Shimada S, Shimojima K, Okamoto N, Sangu N, Hirasawa K, Matsuo M, Ikeuchi M, Shimakawa S, Shimizu K, Mizuno S, Kubota M, Adachi M, Saito Y, Tomiwa K, Haginoya K, Numabe H, Kako Y, Hayashi A, Sakamoto H, Hiraki Y, Minami K, Takemoto K, Watanabe K, Miura K, Chiyonobu T, Kumada T, Imai K, Maegaki Y, Nagata S, Kosaki K, Izumi T, Nagai T, Yamamoto T. Microarray analysis of 50 patients reveals the critical chromosomal regions responsible for 1p36 deletion syndrome-related complications. Brain Dev. 2015 May;37(5):515-26. doi: 10.1016/j.braindev.2014.08.002. Epub 2014 Aug 27. PMID: 25172301.
Abstract
Objective: Monosomy 1p36 syndrome is the most commonly observed subtelomeric deletion syndrome. Patients with this syndrome typically have common clinical features, such as intellectual disability, epilepsy, and characteristic craniofacial features.

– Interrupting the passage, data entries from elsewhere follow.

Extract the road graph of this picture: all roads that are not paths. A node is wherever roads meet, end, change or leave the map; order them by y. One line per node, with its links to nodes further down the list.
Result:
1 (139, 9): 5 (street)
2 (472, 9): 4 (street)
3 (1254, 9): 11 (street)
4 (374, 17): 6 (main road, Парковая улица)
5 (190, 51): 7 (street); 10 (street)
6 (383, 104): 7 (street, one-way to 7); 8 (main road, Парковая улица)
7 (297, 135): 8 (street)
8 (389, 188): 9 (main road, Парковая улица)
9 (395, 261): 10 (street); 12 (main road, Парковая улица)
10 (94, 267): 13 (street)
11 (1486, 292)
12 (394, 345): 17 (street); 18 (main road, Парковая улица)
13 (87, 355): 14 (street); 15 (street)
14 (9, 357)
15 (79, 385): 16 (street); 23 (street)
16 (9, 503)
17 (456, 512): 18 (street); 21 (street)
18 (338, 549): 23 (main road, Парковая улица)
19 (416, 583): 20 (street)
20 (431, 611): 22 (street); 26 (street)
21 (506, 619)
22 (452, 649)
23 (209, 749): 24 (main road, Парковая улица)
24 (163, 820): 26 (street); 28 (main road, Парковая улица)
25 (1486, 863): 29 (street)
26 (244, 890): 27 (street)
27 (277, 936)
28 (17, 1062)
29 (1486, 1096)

Method: In cooperation with academic societies, we analyzed the genomic copy number aberrations using chromosomal microarray testing. Finally, the genotype-phenotype correlation among them was examined.
Results: We obtained clinical information of 86 patients who had been diagnosed with chromosomal deletions in the 1p36 region. Among them, blood samples were obtained from 50 patients (15 males and 35 females). The precise deletion regions were successfully genotyped. There were variable deletion patterns: pure terminal deletions in 38 patients (76%), including three cases of mosaicism; unbalanced translocations in seven (14%); and interstitial deletions in five (10%). Craniofacial/skeletal features, neurodevelopmental impairments, and cardiac anomalies were commonly observed in patients, with correlation to deletion sizes.
Conclusion: The genotype-phenotype correlation analysis narrowed the region responsible for distinctive craniofacial features and intellectual disability into 1.8-2.1 and 1.8-2.2 Mb region, respectively. Patients with deletions larger than 6.2 Mb showed no ambulation, indicating that severe neurodevelopmental prognosis may be modified by haploinsufficiencies of KCNAB2 and CHD5, located at 6.2 Mb away from the telomere. Although the genotype-phenotype correlation for the cardiac abnormalities is unclear, PRDM16, PRKCZ, and RERE may be related to this complication. Our study also revealed that female patients who acquired ambulatory ability were likely to be at risk for obesity.